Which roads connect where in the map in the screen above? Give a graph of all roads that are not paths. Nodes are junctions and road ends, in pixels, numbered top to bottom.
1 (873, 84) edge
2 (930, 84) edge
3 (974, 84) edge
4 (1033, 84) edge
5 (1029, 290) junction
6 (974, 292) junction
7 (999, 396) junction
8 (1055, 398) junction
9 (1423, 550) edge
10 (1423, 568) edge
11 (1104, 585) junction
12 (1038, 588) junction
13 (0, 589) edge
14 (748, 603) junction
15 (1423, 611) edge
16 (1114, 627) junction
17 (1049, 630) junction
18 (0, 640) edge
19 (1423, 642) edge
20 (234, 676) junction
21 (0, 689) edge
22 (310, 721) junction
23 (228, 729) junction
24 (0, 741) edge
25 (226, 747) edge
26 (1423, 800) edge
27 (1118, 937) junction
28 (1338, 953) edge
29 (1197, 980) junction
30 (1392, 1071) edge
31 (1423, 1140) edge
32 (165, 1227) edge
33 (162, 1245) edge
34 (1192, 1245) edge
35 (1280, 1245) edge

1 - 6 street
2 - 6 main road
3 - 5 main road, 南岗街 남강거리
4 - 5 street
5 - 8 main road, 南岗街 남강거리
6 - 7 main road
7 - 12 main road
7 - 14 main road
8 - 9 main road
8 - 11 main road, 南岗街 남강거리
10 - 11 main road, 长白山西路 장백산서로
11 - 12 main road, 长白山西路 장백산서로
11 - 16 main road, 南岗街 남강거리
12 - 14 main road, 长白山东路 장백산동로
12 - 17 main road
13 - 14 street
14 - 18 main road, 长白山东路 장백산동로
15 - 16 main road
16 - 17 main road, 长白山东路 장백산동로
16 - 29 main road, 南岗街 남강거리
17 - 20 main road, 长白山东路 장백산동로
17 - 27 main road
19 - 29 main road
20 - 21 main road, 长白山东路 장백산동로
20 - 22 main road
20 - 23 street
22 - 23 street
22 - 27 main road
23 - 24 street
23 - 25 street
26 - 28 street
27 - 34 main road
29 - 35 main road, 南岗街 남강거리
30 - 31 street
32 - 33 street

++++++++++++++++++++

TRY IT:
Retype the data. Every line must match the original exactly.

FINISHED TASK:
Which roads connect where in the map in the screen above? Give a graph of all roads that are not paths. Nodes are junctions and road ends, in pixels, numbered top to bottom.
1 (873, 84) edge
2 (930, 84) edge
3 (974, 84) edge
4 (1033, 84) edge
5 (1029, 290) junction
6 (974, 292) junction
7 (999, 396) junction
8 (1055, 398) junction
9 (1423, 550) edge
10 (1423, 568) edge
11 (1104, 585) junction
12 (1038, 588) junction
13 (0, 589) edge
14 (748, 603) junction
15 (1423, 611) edge
16 (1114, 627) junction
17 (1049, 630) junction
18 (0, 640) edge
19 (1423, 642) edge
20 (234, 676) junction
21 (0, 689) edge
22 (310, 721) junction
23 (228, 729) junction
24 (0, 741) edge
25 (226, 747) edge
26 (1423, 800) edge
27 (1118, 937) junction
28 (1338, 953) edge
29 (1197, 980) junction
30 (1392, 1071) edge
31 (1423, 1140) edge
32 (165, 1227) edge
33 (162, 1245) edge
34 (1192, 1245) edge
35 (1280, 1245) edge

1 - 6 street
2 - 6 main road
3 - 5 main road, 南岗街 남강거리
4 - 5 street
5 - 8 main road, 南岗街 남강거리
6 - 7 main road
7 - 12 main road
7 - 14 main road
8 - 9 main road
8 - 11 main road, 南岗街 남강거리
10 - 11 main road, 长白山西路 장백산서로
11 - 12 main road, 长白山西路 장백산서로
11 - 16 main road, 南岗街 남강거리
12 - 14 main road, 长白山东路 장백산동로
12 - 17 main road
13 - 14 street
14 - 18 main road, 长白山东路 장백산동로
15 - 16 main road
16 - 17 main road, 长白山东路 장백산동로
16 - 29 main road, 南岗街 남강거리
17 - 20 main road, 长白山东路 장백산동로
17 - 27 main road
19 - 29 main road
20 - 21 main road, 长白山东路 장백산동로
20 - 22 main road
20 - 23 street
22 - 23 street
22 - 27 main road
23 - 24 street
23 - 25 street
26 - 28 street
27 - 34 main road
29 - 35 main road, 南岗街 남강거리
30 - 31 street
32 - 33 street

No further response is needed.